To calculate the energy released when steam at 25 g of steam at 10 degrees Celsius is cooled to ice at -10 degrees Celsius, we can follow these steps:
1. Determine the energy required to heat the steam from 10 degrees Celsius to its boiling point, which is 100 degrees Celsius. This can be done using the formula:
Q = m * c * ΔT
Where:
Q is the heat energy
m is the mass of the substance
c is the specific heat capacity of the substance
ΔT is the change in temperature
For steam, the specific heat capacity (c) is 2.03 J/g°C. Therefore, the energy required to heat the steam from 10 degrees Celsius to boiling is:
Q1 = 25 g * 2.03 J/g°C * (100°C - 10°C) = 38,225 J
2. Next, we need to calculate the energy released when the steam condenses to water at 100 degrees Celsius. This can be done using the formula:
Q2 = m * ΔHv
Where:
Q2 is the heat energy
m is the mass of the substance
ΔHv is the heat of vaporization of the substance
For water, the heat of vaporization (ΔHv) is 40.7 kJ/mol, which is equivalent to 40.7 J/g.

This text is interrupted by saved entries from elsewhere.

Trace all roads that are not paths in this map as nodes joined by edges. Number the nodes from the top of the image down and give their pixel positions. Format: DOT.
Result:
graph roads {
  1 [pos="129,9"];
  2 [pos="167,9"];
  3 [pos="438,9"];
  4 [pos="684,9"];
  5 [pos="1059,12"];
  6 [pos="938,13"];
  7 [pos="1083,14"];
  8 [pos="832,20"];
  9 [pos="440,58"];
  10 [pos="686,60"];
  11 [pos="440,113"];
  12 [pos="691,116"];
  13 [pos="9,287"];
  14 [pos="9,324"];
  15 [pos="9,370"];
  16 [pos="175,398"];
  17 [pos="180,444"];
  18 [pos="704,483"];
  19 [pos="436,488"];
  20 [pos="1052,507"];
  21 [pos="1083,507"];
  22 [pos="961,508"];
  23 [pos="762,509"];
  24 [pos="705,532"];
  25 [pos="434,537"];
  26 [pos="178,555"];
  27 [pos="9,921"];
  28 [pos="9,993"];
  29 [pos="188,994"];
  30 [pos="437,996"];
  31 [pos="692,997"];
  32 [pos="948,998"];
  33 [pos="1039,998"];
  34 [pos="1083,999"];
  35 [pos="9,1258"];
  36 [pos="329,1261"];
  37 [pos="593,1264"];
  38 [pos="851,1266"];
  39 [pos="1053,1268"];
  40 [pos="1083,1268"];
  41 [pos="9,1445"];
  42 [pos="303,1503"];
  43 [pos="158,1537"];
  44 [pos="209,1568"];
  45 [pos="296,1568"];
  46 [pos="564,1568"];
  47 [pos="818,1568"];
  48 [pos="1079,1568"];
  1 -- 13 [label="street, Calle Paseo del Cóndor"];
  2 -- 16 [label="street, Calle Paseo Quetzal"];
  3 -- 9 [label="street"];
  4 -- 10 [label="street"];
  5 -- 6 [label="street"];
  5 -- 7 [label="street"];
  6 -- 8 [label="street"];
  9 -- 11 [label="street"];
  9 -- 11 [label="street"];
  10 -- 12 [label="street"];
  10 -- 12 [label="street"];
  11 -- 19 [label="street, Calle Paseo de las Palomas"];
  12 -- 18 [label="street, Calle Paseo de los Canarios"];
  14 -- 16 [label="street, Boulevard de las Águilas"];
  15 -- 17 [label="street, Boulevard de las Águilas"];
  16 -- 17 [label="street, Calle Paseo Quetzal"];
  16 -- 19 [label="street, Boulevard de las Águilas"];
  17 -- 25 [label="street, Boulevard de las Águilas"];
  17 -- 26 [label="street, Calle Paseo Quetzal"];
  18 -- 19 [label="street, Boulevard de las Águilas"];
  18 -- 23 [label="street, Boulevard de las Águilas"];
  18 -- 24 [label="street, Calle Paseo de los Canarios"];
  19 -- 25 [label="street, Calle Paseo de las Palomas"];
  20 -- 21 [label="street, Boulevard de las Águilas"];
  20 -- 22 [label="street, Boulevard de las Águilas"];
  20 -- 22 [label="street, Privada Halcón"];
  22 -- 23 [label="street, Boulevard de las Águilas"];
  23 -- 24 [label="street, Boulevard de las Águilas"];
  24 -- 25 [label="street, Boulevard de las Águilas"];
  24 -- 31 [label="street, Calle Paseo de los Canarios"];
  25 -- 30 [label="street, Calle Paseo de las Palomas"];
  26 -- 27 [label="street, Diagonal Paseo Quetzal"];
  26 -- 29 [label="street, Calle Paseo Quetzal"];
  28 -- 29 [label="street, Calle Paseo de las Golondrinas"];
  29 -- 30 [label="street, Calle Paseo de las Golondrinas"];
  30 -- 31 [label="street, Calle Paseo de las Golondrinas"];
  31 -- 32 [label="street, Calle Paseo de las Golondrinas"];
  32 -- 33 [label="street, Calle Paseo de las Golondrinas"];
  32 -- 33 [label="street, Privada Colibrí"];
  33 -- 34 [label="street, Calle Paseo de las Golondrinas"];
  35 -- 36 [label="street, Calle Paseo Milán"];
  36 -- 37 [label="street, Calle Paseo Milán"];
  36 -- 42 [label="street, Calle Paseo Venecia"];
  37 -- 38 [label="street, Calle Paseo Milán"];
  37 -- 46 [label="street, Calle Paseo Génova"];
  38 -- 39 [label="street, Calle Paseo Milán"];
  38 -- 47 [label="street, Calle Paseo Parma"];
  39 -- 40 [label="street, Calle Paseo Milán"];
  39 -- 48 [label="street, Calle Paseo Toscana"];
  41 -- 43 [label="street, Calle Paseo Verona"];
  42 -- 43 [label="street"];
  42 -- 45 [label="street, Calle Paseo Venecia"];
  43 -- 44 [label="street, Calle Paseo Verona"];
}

Therefore, the energy released when the steam condenses to water at 100 degrees Celsius is:
Q2 = 25 g * 40.7 J/g = 1017.5 J
3. Calculate the energy required to cool the water from 100 degrees Celsius to 0 degrees Celsius using the formula:
Q3 = m * c * ΔT
For water, the specific heat capacity (c) is approximately 4.18 J/g°C. Therefore, the energy required to cool the water from 100 degrees Celsius to 0 degrees Celsius is:
Q3 = 25 g * 4.18 J/g°C * (0°C - 100°C) = -10450 J
Note that the negative sign indicates the release of energy.
4. Calculate the energy required to cool the water from 0 degrees Celsius to -10 degrees Celsius using the same formula as step 3:
Q4 = m * c * ΔT
For water, the specific heat capacity remains the same at 4.18 J/g°C. Therefore, the energy required to cool the water from 0 degrees Celsius to -10 degrees Celsius is:
Q4 = 25 g * 4.18 J/g°C * (-10°C - 0°C) = -1045 J
5. Add up all the energy changes to determine the total energy released:
Total energy released = Q1 + Q2 + Q3 + Q4
= 38225 J + 1017.5 J - 10450 J - 1045 J
= 26847.5 J
Therefore, the energy released when steam at 25 g of steam at 10 degrees Celsius is cooled to ice at -10 degrees Celsius is approximately 26847.5 J.